Exercise instructions:
Search the data for the string "Moreland" and copy each line where it turns up.

Excerpted data:
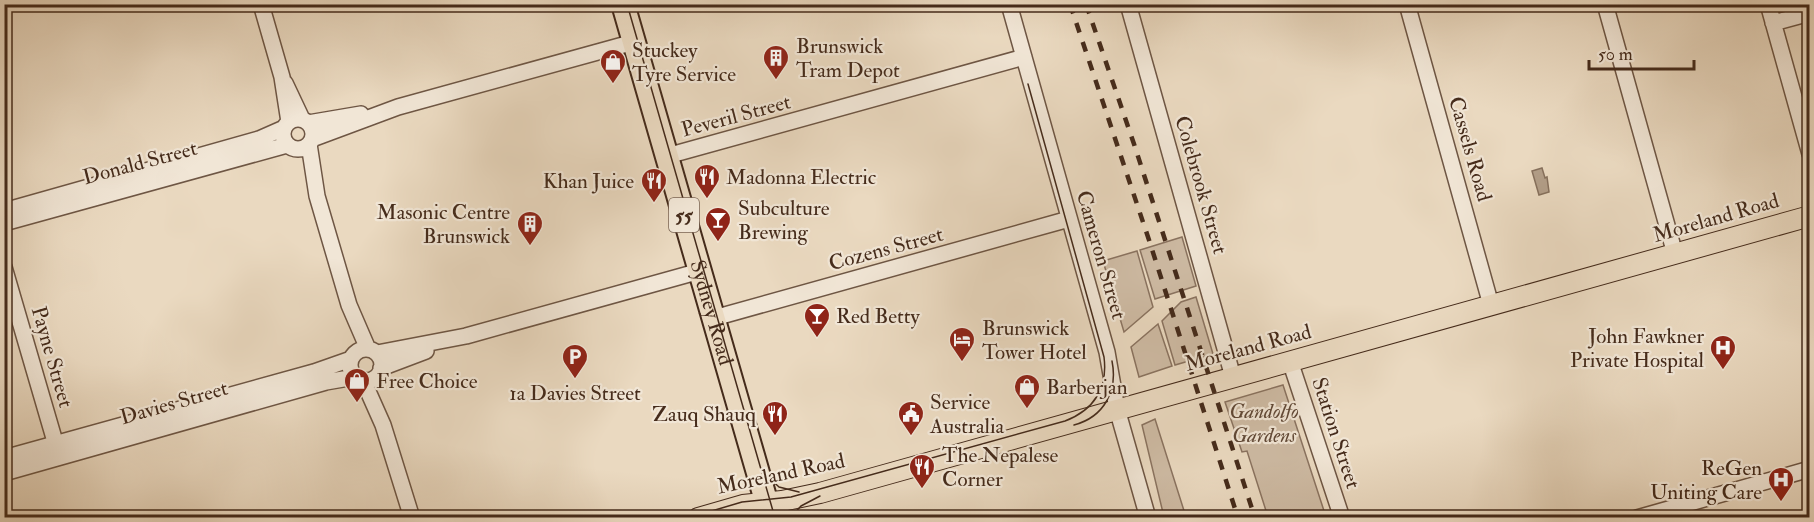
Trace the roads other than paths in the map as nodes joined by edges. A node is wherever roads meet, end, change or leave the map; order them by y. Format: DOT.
graph roads {
  1 [pos="261,4"];
  2 [pos="623,4"];
  3 [pos="1009,4"];
  4 [pos="1128,4"];
  5 [pos="1407,4"];
  6 [pos="1605,4"];
  7 [pos="1768,4"];
  8 [pos="1809,13"];
  9 [pos="1773,23"];
  10 [pos="634,42"];
  11 [pos="1024,57"];
  12 [pos="398,108"];
  13 [pos="295,123"];
  14 [pos="301,144"];
  15 [pos="1809,154"];
  16 [pos="667,156"];
  17 [pos="4,212"];
  18 [pos="1809,216"];
  19 [pos="1069,219"];
  20 [pos="4,223"];
  21 [pos="1675,254"];
  22 [pos="4,267"];
  23 [pos="700,271"];
  24 [pos="349,305"];
  25 [pos="1491,305"];
  26 [pos="714,318"];
  27 [pos="463,337"];
  28 [pos="372,351"];
  29 [pos="352,357"];
  30 [pos="1290,361"];
  31 [pos="369,375"];
  32 [pos="1233,377"];
  33 [pos="1117,410"];
  34 [pos="57,450"];
  35 [pos="4,458"];
  36 [pos="1809,469"];
  37 [pos="4,473"];
  38 [pos="769,510"];
  39 [pos="410,514"];
  40 [pos="698,518"];
  41 [pos="1148,518"];
  42 [pos="1342,518"];
  43 [pos="1636,518"];
  1 -- 13 [label="street"];
  2 -- 10 [label="highway, Sydney Road / 55"];
  3 -- 11 [label="street, Cameron Street"];
  4 -- 32 [label="street, Colebrook Street"];
  5 -- 25 [label="street, Cassels Road"];
  6 -- 21 [label="street"];
  7 -- 9 [label="street"];
  8 -- 9 [label="street"];
  9 -- 15 [label="street"];
  10 -- 12 [label="street, Donald Street"];
  10 -- 16 [label="highway, Sydney Road / 55"];
  11 -- 16 [label="street, Peveril Street"];
  11 -- 19 [label="street, Cameron Street"];
  12 -- 13 [label="street, Donald Street"];
  12 -- 14 [label="street, Donald Street"];
  13 -- 14 [label="street"];
  13 -- 14 [label="street"];
  13 -- 17 [label="street, Donald Street"];
  14 -- 20 [label="street, Donald Street"];
  14 -- 24 [label="street"];
  16 -- 23 [label="highway, Sydney Road / 55"];
  18 -- 21 [label="main road, Moreland Road"];
  19 -- 26 [label="street, Cozens Street"];
  19 -- 33 [label="street, Cameron Street"];
  21 -- 25 [label="main road, Moreland Road"];
  22 -- 34 [label="street, Payne Street"];
  23 -- 26 [label="highway, Sydney Road / 55"];
  23 -- 27 [label="street, Davies Street"];
  24 -- 28 [label="street"];
  24 -- 29 [label="street"];
  25 -- 30 [label="main road, Moreland Road"];
  26 -- 38 [label="highway, Sydney Road / 55"];
  27 -- 28 [label="street, Davies Street"];
  27 -- 31 [label="street, Davies Street"];
  28 -- 29 [label="street"];
  28 -- 31 [label="street"];
  29 -- 31 [label="street"];
  29 -- 34 [label="street, Davies Street"];
  30 -- 32 [label="main road, Moreland Road"];
  30 -- 42 [label="street, Station Street"];
  31 -- 34 [label="street, Davies Street"];
  31 -- 39 [label="street"];
  32 -- 33 [label="main road, Moreland Road"];
  33 -- 38 [label="main road, Moreland Road"];
  33 -- 41 [label="street, Cameron Street"];
  34 -- 35 [label="street, Davies Street"];
  34 -- 37 [label="street, Davies Street"];
  36 -- 43 [label="street"];
  38 -- 40 [label="main road, Moreland Road"];
}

Solved problem:
  18 -- 21 [label="main road, Moreland Road"];
  21 -- 25 [label="main road, Moreland Road"];
  25 -- 30 [label="main road, Moreland Road"];
  30 -- 32 [label="main road, Moreland Road"];
  32 -- 33 [label="main road, Moreland Road"];
  33 -- 38 [label="main road, Moreland Road"];
  38 -- 40 [label="main road, Moreland Road"];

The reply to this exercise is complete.